O Brasil não deve perder competitividade no mercado norte-americano com a nova tarifa global de 10% anunciada pelo governo dos Estados Unidos, afirmou nesta sexta-feira (20) o vice-presidente e ministro do Desenvolvimento, Indústria, Comércio e Serviços, Geraldo Alckmin.
Segundo ele, como a medida será aplicada a todos os países exportadores, o Brasil permanece em condições equivalentes em relação aos concorrentes. A avaliação foi feita após decisão da Suprema Corte dos Estados Unidos que considerou ilegais tarifas anteriores impostas com base em poderes de emergência.
O julgamento anulou parte relevante das medidas, que incluíam uma alíquota global de 10% e uma sobretaxa adicional de até 40% sobre produtos brasileiros, chegando a 50% em alguns casos. Para Alckmin, a decisão é positiva e abre espaço para a ampliação das trocas comerciais entre os dois países.
Durante o período mais crítico das restrições, cerca de 37% das exportações brasileiras estavam sujeitas a tarifas. Esse percentual caiu para 22% após negociações diplomáticas realizadas ao longo do último ano.
Mesmo com a decisão judicial, o governo norte-americano informou que pretende buscar alternativas legais para manter sua política de proteção comercial e confirmou a adoção da nova tarifa global de 10% com base em outros dispositivos da legislação.
De acordo com o vice-presidente, a medida não altera a posição relativa do Brasil no comércio bilateral. Setores como máquinas e equipamentos, motores, madeira, pedras ornamentais, café solúvel e frutas podem ser beneficiados com a redução das barreiras anteriores.
Alckmin destacou ainda que produtos como aço e alumínio, afetados por medidas baseadas na legislação de segurança nacional dos Estados Unidos, continuam sujeitos a possíveis desdobramentos jurídicos. Ele reforçou que o Brasil não está entre os países que geram déficit comercial para os norte-americanos e defendeu a continuidade do diálogo entre os governos.
Especialistas avaliam que a flexibilização das restrições pode estimular a recuperação das exportações brasileiras e contribuir para reduzir pressões inflacionárias nos Estados Unidos, ao ampliar a oferta de produtos importados.

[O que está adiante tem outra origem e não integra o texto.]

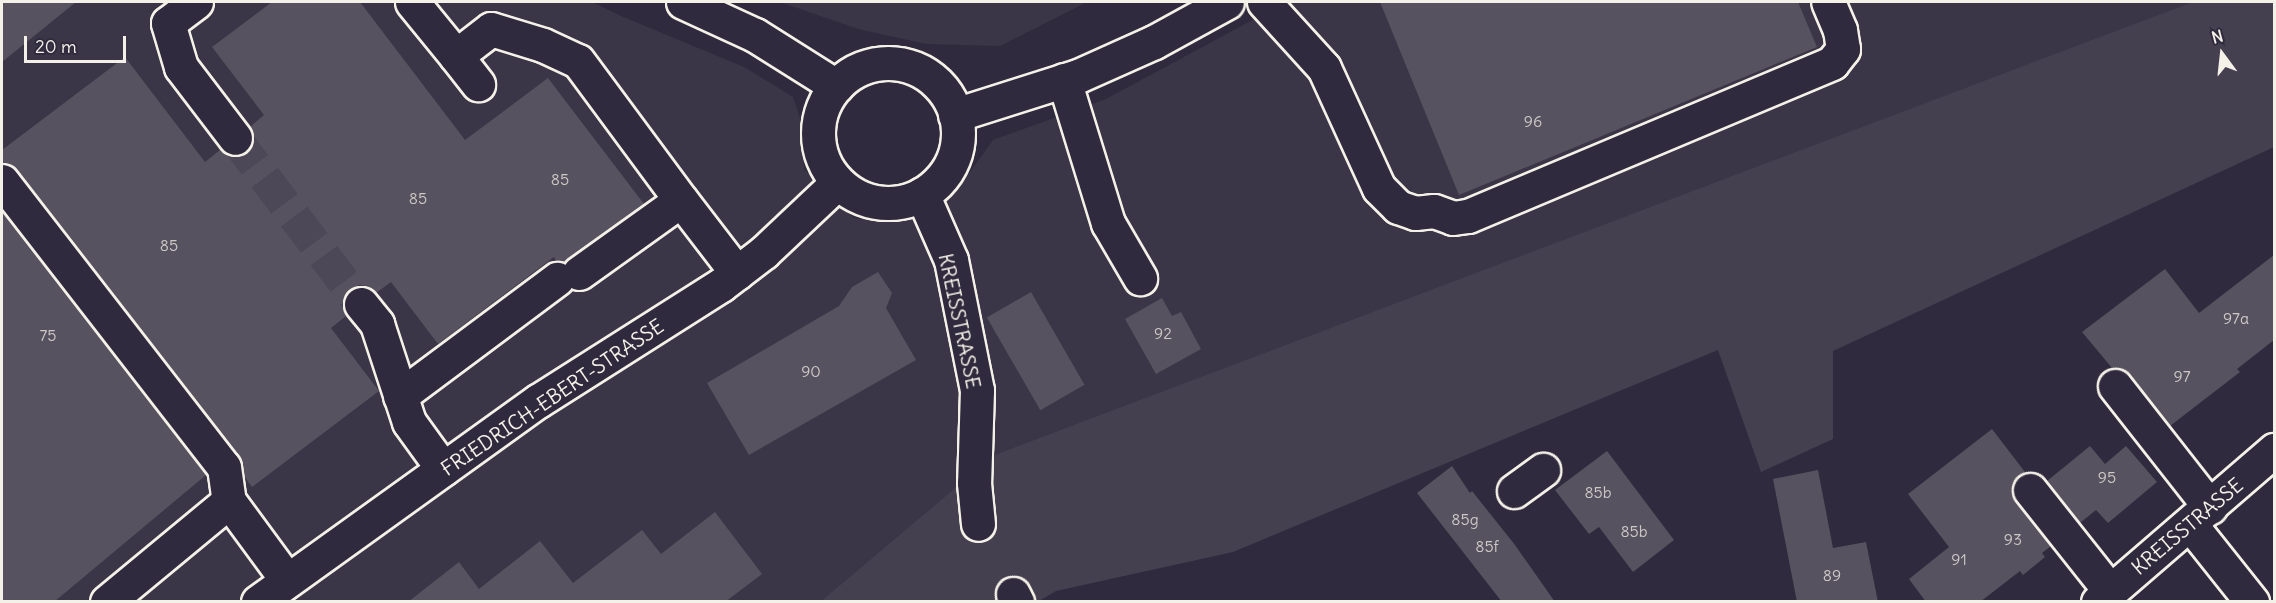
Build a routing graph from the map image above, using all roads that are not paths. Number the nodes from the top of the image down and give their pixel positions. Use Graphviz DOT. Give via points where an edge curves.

Em 2025, as vendas brasileiras para o mercado norte-americano somaram US$ 37,7 bilhões, o equivalente a 10,8% das exportações totais do país. Mudanças nas barreiras comerciais também podem influenciar o fluxo de investimentos e o comportamento do dólar, com reflexos na economia brasileira.
Apesar do revés judicial, o governo dos Estados Unidos sinalizou que poderá abrir novas investigações comerciais e estruturar medidas adicionais para manter a proteção à indústria nacional como parte de sua estratégia econômica.